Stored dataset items

|---|

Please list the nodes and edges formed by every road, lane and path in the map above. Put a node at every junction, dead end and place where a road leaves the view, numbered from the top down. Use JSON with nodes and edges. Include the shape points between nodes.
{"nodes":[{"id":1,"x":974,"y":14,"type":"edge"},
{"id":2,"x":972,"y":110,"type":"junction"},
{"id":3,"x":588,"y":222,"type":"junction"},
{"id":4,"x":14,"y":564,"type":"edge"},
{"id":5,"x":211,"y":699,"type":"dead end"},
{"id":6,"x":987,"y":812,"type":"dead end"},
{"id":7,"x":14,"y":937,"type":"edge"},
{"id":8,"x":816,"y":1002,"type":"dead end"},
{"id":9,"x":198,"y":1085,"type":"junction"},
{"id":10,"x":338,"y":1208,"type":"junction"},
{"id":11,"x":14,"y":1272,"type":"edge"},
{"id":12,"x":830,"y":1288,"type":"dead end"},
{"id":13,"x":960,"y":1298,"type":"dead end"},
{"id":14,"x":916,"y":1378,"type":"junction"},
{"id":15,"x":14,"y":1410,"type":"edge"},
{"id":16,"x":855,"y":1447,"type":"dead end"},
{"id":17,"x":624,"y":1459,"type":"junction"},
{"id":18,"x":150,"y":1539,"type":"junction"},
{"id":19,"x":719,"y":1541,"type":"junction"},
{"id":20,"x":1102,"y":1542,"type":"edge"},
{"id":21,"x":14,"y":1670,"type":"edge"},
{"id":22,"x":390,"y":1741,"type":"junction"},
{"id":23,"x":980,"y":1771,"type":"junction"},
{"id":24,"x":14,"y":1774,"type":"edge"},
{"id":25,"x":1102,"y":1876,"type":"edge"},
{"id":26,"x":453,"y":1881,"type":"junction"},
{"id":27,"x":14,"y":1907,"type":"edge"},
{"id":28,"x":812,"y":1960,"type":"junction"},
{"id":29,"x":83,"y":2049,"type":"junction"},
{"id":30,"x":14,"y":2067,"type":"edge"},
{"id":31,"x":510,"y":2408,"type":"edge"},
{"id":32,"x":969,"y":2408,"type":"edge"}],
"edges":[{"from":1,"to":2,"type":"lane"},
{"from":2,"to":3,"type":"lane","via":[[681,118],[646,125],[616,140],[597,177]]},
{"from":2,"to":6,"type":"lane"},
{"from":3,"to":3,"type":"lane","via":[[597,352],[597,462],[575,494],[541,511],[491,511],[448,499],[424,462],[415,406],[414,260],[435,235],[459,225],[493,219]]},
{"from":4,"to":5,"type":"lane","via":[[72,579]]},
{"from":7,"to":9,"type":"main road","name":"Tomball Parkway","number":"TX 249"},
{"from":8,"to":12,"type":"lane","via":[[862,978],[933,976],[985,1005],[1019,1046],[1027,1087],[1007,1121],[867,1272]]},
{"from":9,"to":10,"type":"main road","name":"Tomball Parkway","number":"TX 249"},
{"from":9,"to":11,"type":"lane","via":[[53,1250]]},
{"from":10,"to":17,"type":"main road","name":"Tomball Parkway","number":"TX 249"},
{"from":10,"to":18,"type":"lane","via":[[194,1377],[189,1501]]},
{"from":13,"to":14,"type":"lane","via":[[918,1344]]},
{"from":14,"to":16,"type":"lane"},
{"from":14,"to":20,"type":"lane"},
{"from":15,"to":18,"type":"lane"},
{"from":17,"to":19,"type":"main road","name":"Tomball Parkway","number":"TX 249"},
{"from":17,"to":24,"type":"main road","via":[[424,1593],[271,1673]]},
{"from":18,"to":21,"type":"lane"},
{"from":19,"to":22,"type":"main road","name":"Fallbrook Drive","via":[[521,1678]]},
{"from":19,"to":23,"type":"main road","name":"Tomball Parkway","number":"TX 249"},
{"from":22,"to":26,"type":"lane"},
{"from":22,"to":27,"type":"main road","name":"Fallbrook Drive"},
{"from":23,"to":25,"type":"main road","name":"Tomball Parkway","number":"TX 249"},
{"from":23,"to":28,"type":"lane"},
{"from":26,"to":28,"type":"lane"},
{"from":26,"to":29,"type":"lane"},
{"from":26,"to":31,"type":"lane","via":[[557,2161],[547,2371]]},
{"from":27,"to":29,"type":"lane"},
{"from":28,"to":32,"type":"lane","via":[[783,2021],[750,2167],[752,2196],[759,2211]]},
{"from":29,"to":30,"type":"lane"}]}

|---|

*Work required*
Word for word, extract all the records.

*Written solution*
Please list the nodes and edges formed by every road, lane and path in the map above. Put a node at every junction, dead end and place where a road leaves the view, numbered from the top down. Use JSON with nodes and edges. Include the shape points between nodes.
{"nodes":[{"id":1,"x":974,"y":14,"type":"edge"},
{"id":2,"x":972,"y":110,"type":"junction"},
{"id":3,"x":588,"y":222,"type":"junction"},
{"id":4,"x":14,"y":564,"type":"edge"},
{"id":5,"x":211,"y":699,"type":"dead end"},
{"id":6,"x":987,"y":812,"type":"dead end"},
{"id":7,"x":14,"y":937,"type":"edge"},
{"id":8,"x":816,"y":1002,"type":"dead end"},
{"id":9,"x":198,"y":1085,"type":"junction"},
{"id":10,"x":338,"y":1208,"type":"junction"},
{"id":11,"x":14,"y":1272,"type":"edge"},
{"id":12,"x":830,"y":1288,"type":"dead end"},
{"id":13,"x":960,"y":1298,"type":"dead end"},
{"id":14,"x":916,"y":1378,"type":"junction"},
{"id":15,"x":14,"y":1410,"type":"edge"},
{"id":16,"x":855,"y":1447,"type":"dead end"},
{"id":17,"x":624,"y":1459,"type":"junction"},
{"id":18,"x":150,"y":1539,"type":"junction"},
{"id":19,"x":719,"y":1541,"type":"junction"},
{"id":20,"x":1102,"y":1542,"type":"edge"},
{"id":21,"x":14,"y":1670,"type":"edge"},
{"id":22,"x":390,"y":1741,"type":"junction"},
{"id":23,"x":980,"y":1771,"type":"junction"},
{"id":24,"x":14,"y":1774,"type":"edge"},
{"id":25,"x":1102,"y":1876,"type":"edge"},
{"id":26,"x":453,"y":1881,"type":"junction"},
{"id":27,"x":14,"y":1907,"type":"edge"},
{"id":28,"x":812,"y":1960,"type":"junction"},
{"id":29,"x":83,"y":2049,"type":"junction"},
{"id":30,"x":14,"y":2067,"type":"edge"},
{"id":31,"x":510,"y":2408,"type":"edge"},
{"id":32,"x":969,"y":2408,"type":"edge"}],
"edges":[{"from":1,"to":2,"type":"lane"},
{"from":2,"to":3,"type":"lane","via":[[681,118],[646,125],[616,140],[597,177]]},
{"from":2,"to":6,"type":"lane"},
{"from":3,"to":3,"type":"lane","via":[[597,352],[597,462],[575,494],[541,511],[491,511],[448,499],[424,462],[415,406],[414,260],[435,235],[459,225],[493,219]]},
{"from":4,"to":5,"type":"lane","via":[[72,579]]},
{"from":7,"to":9,"type":"main road","name":"Tomball Parkway","number":"TX 249"},
{"from":8,"to":12,"type":"lane","via":[[862,978],[933,976],[985,1005],[1019,1046],[1027,1087],[1007,1121],[867,1272]]},
{"from":9,"to":10,"type":"main road","name":"Tomball Parkway","number":"TX 249"},
{"from":9,"to":11,"type":"lane","via":[[53,1250]]},
{"from":10,"to":17,"type":"main road","name":"Tomball Parkway","number":"TX 249"},
{"from":10,"to":18,"type":"lane","via":[[194,1377],[189,1501]]},
{"from":13,"to":14,"type":"lane","via":[[918,1344]]},
{"from":14,"to":16,"type":"lane"},
{"from":14,"to":20,"type":"lane"},
{"from":15,"to":18,"type":"lane"},
{"from":17,"to":19,"type":"main road","name":"Tomball Parkway","number":"TX 249"},
{"from":17,"to":24,"type":"main road","via":[[424,1593],[271,1673]]},
{"from":18,"to":21,"type":"lane"},
{"from":19,"to":22,"type":"main road","name":"Fallbrook Drive","via":[[521,1678]]},
{"from":19,"to":23,"type":"main road","name":"Tomball Parkway","number":"TX 249"},
{"from":22,"to":26,"type":"lane"},
{"from":22,"to":27,"type":"main road","name":"Fallbrook Drive"},
{"from":23,"to":25,"type":"main road","name":"Tomball Parkway","number":"TX 249"},
{"from":23,"to":28,"type":"lane"},
{"from":26,"to":28,"type":"lane"},
{"from":26,"to":29,"type":"lane"},
{"from":26,"to":31,"type":"lane","via":[[557,2161],[547,2371]]},
{"from":27,"to":29,"type":"lane"},
{"from":28,"to":32,"type":"lane","via":[[783,2021],[750,2167],[752,2196],[759,2211]]},
{"from":29,"to":30,"type":"lane"}]}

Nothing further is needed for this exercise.